Key value for chemical safety assessment

Bioaccumulation potential:
no bioaccumulation potential

Additional information

General

SIKA Hardener LI belongs to a class of polyaldimine compounds used as hardeners for polyurethane moisture hardening preparations. The preparations are used as adhesive and sealant in the production of transport vehicle modules. On contact with water, the hardening process is initiated and the hardener rapidly hydrolysed. Hydrolysis products formed are the aldehyde 2,2-dimethyl-3-lauroyloxy-propanal and corresponding polyamine. The hardener and polyurethane mass react and become chemically bound in the polymer matrix, irreversibly integrating the amine component and the polyamine and to some extend the aldehyde. Due to the use of the compound, SIKA Hardener LI has a very limited stability in water, as it needs to rapidly react upon contact with water. Thus, determination of its partition coefficient or water solubility is technically not feasible. The theoretical partition coefficient and water solubility ranges were calculated, taking the varying oligomere chain lengths into account.

Toxicokinetic assessment

Based on molecular structure and physical-chemical properties, bioaccumulation of SIKA Hardener LI is not likely to occur. Dermal and inhalation uptake can be practically exclued.

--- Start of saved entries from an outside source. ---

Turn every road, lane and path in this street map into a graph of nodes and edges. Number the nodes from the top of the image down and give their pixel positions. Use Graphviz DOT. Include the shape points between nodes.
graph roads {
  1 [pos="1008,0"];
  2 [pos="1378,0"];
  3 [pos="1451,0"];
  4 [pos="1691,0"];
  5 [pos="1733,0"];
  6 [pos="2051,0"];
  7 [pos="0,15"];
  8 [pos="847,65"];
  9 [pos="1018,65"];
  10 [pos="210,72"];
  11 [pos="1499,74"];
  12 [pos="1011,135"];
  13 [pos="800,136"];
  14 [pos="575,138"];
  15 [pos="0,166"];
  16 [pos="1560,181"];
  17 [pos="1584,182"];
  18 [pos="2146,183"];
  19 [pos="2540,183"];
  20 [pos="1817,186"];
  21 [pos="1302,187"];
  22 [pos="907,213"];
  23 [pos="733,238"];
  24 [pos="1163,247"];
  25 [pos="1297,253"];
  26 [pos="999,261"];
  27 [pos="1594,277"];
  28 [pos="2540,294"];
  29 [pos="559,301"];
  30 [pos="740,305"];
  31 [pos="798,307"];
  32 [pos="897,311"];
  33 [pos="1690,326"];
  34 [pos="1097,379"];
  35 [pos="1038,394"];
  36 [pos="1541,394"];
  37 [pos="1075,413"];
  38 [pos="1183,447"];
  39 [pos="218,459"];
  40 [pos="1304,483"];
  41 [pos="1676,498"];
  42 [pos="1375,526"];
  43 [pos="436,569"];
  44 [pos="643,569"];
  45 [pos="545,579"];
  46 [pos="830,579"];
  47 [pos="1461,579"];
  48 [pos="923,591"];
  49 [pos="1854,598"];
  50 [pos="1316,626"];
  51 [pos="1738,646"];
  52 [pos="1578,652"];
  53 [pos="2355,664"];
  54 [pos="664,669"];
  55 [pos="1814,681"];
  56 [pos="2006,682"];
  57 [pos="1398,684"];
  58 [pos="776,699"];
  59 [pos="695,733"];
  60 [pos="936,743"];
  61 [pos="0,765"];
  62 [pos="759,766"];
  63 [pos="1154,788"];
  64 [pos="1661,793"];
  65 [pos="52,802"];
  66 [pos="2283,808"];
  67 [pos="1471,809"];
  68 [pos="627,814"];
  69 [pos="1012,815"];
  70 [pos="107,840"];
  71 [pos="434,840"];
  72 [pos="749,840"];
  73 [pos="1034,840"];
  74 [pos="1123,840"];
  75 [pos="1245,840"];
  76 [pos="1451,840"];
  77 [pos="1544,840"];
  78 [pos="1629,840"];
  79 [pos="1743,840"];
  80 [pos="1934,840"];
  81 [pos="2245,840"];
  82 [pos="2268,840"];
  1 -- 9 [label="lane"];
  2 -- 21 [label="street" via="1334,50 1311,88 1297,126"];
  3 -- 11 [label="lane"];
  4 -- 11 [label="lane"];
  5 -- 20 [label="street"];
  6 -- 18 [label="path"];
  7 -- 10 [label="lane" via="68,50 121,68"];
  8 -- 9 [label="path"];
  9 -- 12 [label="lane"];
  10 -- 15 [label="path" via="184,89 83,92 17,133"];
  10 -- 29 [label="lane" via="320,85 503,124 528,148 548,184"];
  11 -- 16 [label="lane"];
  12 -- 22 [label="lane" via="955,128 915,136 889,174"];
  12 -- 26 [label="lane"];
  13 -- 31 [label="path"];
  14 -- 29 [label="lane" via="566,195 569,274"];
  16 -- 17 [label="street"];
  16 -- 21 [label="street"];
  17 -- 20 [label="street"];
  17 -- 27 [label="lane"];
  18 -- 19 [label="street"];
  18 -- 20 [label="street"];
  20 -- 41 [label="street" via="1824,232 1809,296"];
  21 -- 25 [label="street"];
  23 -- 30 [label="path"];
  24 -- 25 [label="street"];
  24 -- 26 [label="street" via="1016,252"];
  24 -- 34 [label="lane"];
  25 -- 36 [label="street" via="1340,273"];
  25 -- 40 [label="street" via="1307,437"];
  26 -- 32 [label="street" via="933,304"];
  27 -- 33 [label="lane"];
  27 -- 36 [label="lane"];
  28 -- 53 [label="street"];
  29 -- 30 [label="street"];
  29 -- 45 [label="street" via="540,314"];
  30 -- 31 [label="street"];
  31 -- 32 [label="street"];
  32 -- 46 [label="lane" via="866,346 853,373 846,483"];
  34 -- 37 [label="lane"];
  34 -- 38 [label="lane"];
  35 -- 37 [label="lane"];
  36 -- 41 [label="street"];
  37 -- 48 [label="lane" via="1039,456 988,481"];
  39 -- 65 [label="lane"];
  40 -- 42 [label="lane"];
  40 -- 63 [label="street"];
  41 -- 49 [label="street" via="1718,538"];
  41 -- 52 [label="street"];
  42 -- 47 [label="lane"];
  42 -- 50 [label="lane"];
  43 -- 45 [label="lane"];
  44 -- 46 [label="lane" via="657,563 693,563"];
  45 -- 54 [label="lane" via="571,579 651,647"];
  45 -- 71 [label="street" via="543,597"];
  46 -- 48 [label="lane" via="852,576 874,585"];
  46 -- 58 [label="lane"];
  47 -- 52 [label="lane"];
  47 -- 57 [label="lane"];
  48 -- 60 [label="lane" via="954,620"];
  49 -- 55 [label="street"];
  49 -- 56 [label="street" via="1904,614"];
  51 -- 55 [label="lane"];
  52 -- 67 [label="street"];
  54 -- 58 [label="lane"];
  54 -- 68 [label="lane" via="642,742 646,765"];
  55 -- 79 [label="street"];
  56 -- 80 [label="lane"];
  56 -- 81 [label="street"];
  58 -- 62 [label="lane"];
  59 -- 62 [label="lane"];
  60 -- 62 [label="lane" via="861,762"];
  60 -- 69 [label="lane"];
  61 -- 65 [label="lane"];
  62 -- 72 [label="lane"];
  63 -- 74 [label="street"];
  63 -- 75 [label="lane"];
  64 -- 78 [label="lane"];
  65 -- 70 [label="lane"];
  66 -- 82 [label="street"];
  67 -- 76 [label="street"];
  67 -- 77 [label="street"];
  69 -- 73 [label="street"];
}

Orally consumed hardener is very fast hydrolysed to aldehyde and polyamine, in the acid environment of the stomach. Even though the degradation products might be absorbed and become bioavailable, toxicity is low and bioconcentration rather unlikely. Absorbed or bioavailable degradation products are probably excreted, either in original form or further metabolised, prior to elimination via urine or bile. Formation of toxic metabolites is unlikely, based on the results of the subacute toxicity study and two in vitro studies using isolated S9 fractions. However, a subchronic oral toxicity study indicated toxicity as a test item related effect was observed at 1000 mg/kg bw (changes in spleen weights in female rats), resulting in a NOAEL of 300 mg/kg bw.